(Beginning of Source material)

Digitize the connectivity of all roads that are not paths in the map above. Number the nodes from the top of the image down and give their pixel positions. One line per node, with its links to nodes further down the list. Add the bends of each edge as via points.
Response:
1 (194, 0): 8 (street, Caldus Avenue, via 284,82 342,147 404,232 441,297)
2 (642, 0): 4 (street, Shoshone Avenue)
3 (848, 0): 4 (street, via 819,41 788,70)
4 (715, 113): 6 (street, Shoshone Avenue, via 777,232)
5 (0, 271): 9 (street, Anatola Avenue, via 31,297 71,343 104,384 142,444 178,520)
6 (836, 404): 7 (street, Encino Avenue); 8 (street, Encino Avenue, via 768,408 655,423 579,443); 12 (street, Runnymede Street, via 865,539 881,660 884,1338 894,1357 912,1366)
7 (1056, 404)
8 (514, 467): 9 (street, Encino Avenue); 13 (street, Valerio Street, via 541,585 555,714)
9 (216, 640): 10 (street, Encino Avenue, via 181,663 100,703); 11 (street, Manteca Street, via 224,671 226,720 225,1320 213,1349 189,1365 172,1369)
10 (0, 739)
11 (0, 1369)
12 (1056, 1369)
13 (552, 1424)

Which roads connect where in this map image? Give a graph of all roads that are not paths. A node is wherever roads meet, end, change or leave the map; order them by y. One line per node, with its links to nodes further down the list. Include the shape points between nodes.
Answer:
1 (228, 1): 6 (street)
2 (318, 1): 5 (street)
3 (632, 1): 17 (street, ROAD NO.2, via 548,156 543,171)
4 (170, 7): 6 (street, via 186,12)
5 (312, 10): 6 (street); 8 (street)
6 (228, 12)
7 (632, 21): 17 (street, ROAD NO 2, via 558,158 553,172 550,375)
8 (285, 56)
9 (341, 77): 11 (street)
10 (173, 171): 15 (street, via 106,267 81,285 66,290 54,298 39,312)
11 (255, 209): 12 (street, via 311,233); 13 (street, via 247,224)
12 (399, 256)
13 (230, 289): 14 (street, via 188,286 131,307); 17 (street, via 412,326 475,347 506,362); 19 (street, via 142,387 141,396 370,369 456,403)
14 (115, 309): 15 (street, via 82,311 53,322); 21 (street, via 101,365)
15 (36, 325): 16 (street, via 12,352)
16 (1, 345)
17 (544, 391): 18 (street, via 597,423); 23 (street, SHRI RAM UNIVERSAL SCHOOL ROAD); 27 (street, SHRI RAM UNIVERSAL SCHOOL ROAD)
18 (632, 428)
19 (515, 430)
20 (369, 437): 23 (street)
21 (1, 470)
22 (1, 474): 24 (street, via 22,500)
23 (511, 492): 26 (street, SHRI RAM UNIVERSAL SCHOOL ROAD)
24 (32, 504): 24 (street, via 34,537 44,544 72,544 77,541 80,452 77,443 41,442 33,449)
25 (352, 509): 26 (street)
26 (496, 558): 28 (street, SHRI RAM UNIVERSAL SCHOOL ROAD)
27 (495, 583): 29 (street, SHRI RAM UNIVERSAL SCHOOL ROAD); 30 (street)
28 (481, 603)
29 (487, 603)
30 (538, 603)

(End of Source material)

Search the data above and return each line in which "further" occurs.

* **Expected answer**:
Digitize the connectivity of all roads that are not paths in the map above. Number the nodes from the top of the image down and give their pixel positions. One line per node, with its links to nodes further down the list. Add the bends of each edge as via points.
Which roads connect where in this map image? Give a graph of all roads that are not paths. A node is wherever roads meet, end, change or leave the map; order them by y. One line per node, with its links to nodes further down the list. Include the shape points between nodes.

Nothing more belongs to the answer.